5e. Review the most likely conditions for each outcome (of a summary node or the final species outcome node).

Do this by going to Network / Most Probable Expl (most probable explanation). Then click on any node's state twice. The network will equilibrate to new probability bars; these now are not probabilities per se. Focus on those bars that reach the 100% levels. These are the most likely states for each node, particularly if you click on each state of the outcome node of interest. Check to see if these most probable states make sense for each outcome. Note which don't and which need to be changed; modify the CPT for those nodes accordingly (by using case file updating of CPTs or manual updating of CTPs).

5f. Check the current CPT structure for selected nodes, against a case file listing states and outcomes.

This determines the "error rate" (confusion table, showing classification errors) of the existing CPT, based on new (presumable more correct) examples of outcomes.

Do this by [1] creating a .cas case file of the new, correct example outcomes; [2] compiling a fully-specified BBN model and highlighting the nodes included in the case file; [3] going to Network / Test Using Cases, and specify the .cas case file. A window will pop up showing, for each node, a confusion (error rate) table, and other information on scoring, calibration, and sensitivity (other measures of errors). This does NOT update the CPT, but is helpful to diagnose when CPTs may need to be updated. To update the CPTs from the case file, see step 5d above.

III. Save the Results!

Remember to save the new, updated species BBN model under a new model version number; and update the information stored in the Window / Description box (when updated, who updated, new version number, etc.).

Some references on validating Bayesian belief network and knowledge-based models:

Denning, P. J. 1989. Bayesian learning. American Scientist 77:216-218.

Haas, T. C. 1991. Partial validation of Bayesian belief network advisory systems. AI Applications 5(4):59-71.

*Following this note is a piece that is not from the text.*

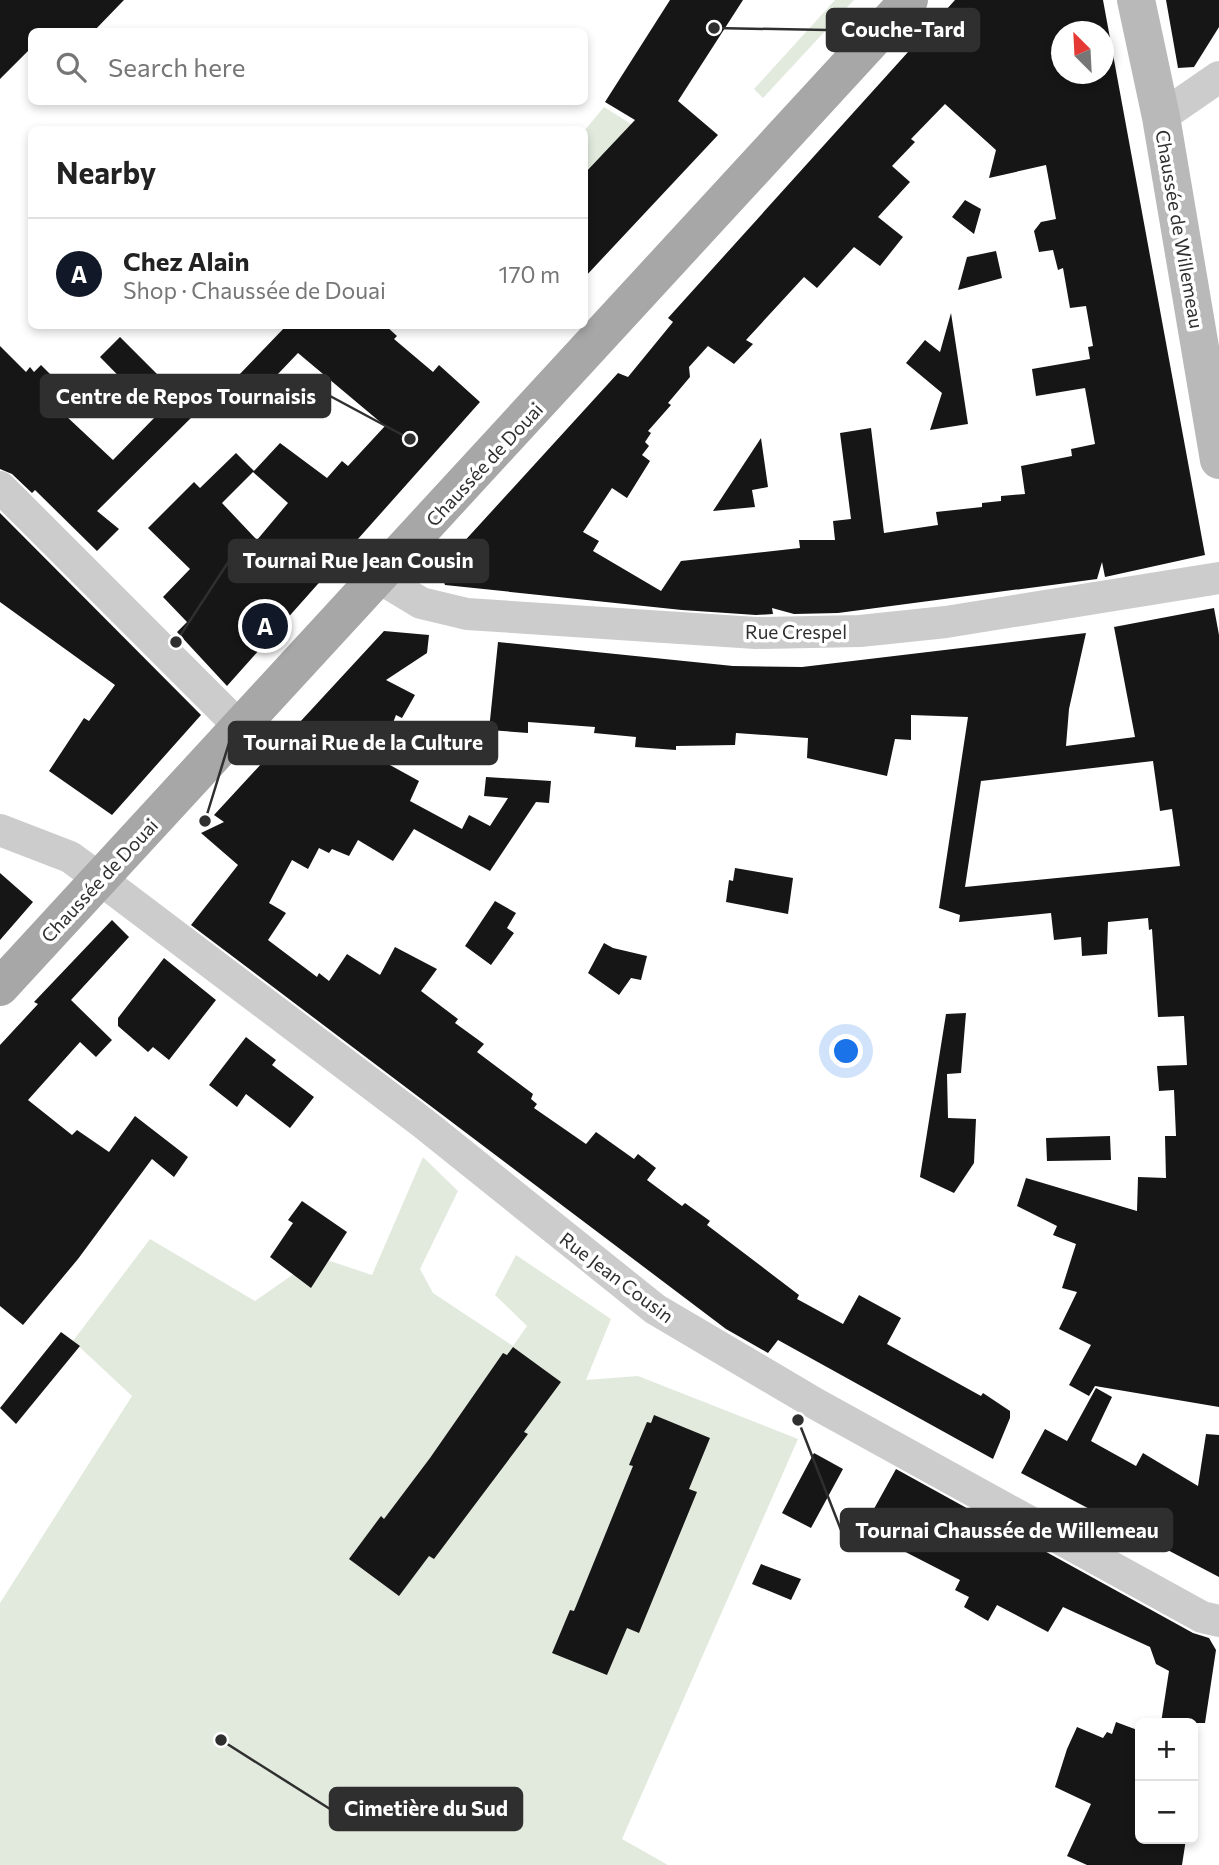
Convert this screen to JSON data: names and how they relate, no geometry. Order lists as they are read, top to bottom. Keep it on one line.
{"streets":{"main road":["Chaussée de Douai"],"street":["Chaussée de Willemeau","Rue Crespel","Rue Jean Cousin"]},"crossings":[["Chaussée de Douai","Rue Crespel"],["Chaussée de Douai","Rue Jean Cousin"]],"places":["Couche-Tard","Centre de Repos Tournaisis","Tournai Rue Jean Cousin","Tournai Rue de la Culture","Tournai Chaussée de Willemeau","Cimetière du Sud"],"north":"top left","page":{"search":"Search here","heading":"Nearby","list":[{"mark":"A","name":"Chez Alain","note":"Shop · Chaussée de Douai","value":"170 m"}],"pins":"A","map_buttons":["+","−"]}}
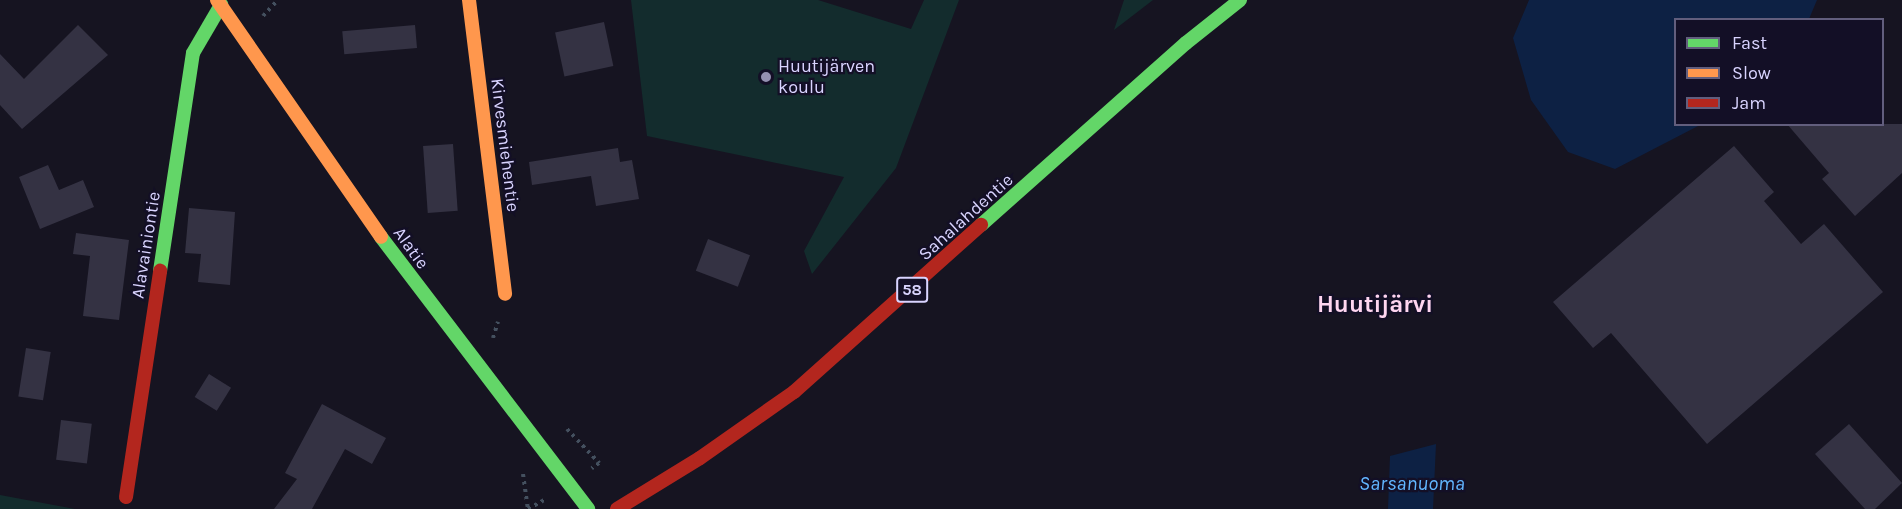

Kort, B. 1990. Networks and learning. AI Magazine 11(3):16-19.

Pazzani, M., and D. Kibler. 1992. The role of prior knowledge in inductive learning. Machine Learning 9:54-97.

Preece, A. D. 1994. Validation and verification of knowledge-based systems. AI Magazine 15(1):65-66.

Reinhardt, E. D., A. H. Wright, and D. H. Jackson. 1992. Development and validation of a knowledge-based system to design fire prescriptions. AI Applications 6(4):3-14.

Sequeira, R. A., J. L. Willers, and R. L. Olson. 1996. Validation of a deterministic model-based decision support system. AI Applications 10(1):25-40.

The peer review procedures listed in this document are generally consistent with these references, in that updating (Bayesian "learning") of probability structures is based on new information (ideally, from empirical studies, but also can be from expert review).